アクフォ=アド大統領は、シンモネタ・ソンマルガ大統領が率いるスイス連邦評議会(当時)でこう語った。

ガーナは現在、スイスにとってサハラ以南のアフリカにおける最大の貿易相手国であり、主にスイスへの金やココアの輸出、化学製品や医薬品の輸入を行っています…しかし、これまで何度も述べてきたように、ガーナはもはやカカオ豆をはじめとする原材料の生産と輸出に依存したくありません。しかし、何度も申し上げているように、ガーナはもはやカカオ豆をはじめとする原材料の生産や輸出に依存したくありません。

アクフォアドは、付加価値化の動きを、ガーナの国威発揚と貧困削減に結びつけたのである。スイスのような自由市場主義者が過去数十年にわたって提唱してきたことに反したアプローチとも読めますが、短期的・長期的にガーナの利益を守ることは反論の余地がありません。

昨年、ガーナとコートジボワールは、米国の大手菓子メーカーであるハーシー社とマース社が、貧しい農家の経済状況を改善するためのボーナスの支払いを回避したとして、米国メーカーへのココアの販売を中止した。

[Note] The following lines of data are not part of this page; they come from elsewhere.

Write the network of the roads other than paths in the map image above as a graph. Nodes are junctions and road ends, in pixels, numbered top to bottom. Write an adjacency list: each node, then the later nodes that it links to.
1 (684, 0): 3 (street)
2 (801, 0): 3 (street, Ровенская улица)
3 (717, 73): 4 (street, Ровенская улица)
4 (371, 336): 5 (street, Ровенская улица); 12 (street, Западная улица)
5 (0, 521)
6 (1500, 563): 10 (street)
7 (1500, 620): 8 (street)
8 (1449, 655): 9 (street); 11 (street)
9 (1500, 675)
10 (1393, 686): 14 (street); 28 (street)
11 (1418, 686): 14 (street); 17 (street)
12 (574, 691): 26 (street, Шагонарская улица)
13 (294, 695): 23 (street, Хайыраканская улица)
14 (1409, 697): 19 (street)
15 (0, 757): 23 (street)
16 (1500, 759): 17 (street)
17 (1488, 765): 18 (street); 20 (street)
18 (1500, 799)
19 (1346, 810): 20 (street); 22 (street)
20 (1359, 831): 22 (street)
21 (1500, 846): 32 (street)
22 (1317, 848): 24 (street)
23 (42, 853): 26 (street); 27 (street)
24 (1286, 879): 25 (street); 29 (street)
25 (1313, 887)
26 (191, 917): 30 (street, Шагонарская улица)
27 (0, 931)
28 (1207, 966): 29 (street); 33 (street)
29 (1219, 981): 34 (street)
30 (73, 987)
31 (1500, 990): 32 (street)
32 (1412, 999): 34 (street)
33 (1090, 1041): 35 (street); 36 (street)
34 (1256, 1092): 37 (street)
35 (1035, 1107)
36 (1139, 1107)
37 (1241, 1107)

コーヒー・ココア・カウンシル(CCC)とガーナ・ココア・ボード(Cocobod)は声明の中で、世界トップのチョコレート販売会社である2社が生活所得差(LID)を支払っていないと述べました。

LIDは、カカオ農家に市場価格に加えて1トンあたり400ドルのボーナスを与えるもので、貧困にあえぐ多くの農家の負担を軽減することを想定しています。2020/2021年シーズンのココア販売に対する1トンあたり400ドルのLIDは、昨年、西アフリカ諸国によって導入されました。

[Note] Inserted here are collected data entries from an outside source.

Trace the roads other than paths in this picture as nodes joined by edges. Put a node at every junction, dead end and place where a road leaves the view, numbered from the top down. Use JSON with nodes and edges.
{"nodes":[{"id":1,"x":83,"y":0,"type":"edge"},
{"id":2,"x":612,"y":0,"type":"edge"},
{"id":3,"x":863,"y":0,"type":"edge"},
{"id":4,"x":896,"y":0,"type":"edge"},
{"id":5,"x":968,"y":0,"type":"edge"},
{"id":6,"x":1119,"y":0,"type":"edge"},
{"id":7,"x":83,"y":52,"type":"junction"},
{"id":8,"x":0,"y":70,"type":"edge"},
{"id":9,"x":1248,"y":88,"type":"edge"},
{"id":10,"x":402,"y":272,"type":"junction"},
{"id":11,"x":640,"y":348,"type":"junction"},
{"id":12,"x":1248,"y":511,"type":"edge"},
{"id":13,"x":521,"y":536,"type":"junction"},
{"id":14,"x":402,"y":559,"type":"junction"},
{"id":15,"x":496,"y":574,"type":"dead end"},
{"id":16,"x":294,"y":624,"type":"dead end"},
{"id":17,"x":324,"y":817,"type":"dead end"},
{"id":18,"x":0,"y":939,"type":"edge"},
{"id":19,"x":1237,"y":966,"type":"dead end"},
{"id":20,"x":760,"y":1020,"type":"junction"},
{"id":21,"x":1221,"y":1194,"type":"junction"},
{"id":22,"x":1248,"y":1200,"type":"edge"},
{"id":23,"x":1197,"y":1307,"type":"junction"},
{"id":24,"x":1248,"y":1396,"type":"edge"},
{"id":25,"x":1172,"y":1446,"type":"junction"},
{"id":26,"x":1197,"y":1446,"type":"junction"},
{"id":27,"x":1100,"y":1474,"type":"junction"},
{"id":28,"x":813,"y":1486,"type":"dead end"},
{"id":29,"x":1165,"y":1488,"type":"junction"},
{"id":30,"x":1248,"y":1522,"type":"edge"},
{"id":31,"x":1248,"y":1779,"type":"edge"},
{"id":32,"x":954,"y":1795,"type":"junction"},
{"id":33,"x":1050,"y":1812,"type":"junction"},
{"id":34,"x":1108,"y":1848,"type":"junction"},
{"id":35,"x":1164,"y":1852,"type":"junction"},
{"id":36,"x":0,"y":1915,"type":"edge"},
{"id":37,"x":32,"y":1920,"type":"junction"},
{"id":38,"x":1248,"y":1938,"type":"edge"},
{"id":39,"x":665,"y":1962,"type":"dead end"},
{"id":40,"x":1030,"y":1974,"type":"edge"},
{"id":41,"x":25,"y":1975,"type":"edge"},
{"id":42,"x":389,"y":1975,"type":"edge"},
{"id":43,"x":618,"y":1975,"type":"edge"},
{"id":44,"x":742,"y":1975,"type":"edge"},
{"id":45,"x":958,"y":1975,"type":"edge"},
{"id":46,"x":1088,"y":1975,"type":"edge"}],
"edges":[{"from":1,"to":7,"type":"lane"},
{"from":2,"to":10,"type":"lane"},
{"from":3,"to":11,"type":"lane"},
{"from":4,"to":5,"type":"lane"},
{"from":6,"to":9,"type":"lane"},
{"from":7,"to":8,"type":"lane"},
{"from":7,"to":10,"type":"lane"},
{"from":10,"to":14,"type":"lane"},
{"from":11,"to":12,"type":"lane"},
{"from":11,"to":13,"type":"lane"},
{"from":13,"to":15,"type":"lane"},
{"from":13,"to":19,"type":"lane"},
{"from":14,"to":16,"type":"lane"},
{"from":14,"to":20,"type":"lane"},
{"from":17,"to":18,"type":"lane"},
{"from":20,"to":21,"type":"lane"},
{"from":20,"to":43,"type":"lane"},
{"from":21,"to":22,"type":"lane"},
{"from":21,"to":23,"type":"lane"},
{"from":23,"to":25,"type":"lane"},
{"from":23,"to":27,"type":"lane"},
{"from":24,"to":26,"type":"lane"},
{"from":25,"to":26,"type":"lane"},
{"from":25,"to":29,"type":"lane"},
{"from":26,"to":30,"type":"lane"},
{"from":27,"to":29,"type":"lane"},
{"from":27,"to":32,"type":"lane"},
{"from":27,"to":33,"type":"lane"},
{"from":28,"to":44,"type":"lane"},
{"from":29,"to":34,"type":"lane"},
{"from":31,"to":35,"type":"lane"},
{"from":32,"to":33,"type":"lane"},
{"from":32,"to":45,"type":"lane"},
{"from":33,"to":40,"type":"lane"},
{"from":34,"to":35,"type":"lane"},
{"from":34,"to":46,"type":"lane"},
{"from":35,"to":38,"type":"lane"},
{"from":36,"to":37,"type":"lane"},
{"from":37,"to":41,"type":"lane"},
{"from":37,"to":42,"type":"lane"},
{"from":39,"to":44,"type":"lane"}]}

この貿易戦争は長くは続かず、ガーナとコートジボワールが勝利しました。両国がメーカーに取引の譲歩を迫ったのは、この2年間で2度目のことでした。世界のココアの約45%を生産しているガーナが、自国でココアを加工するようになると、スイスだけでなく世界中で大量のココアが不足することになります。

このように、世界最大級のチョコレート生産国であるスイスの人々に対するアクフォアドの約束が、アフリカの発展を願う人々の希望の軌道に乗っていることは理解できます。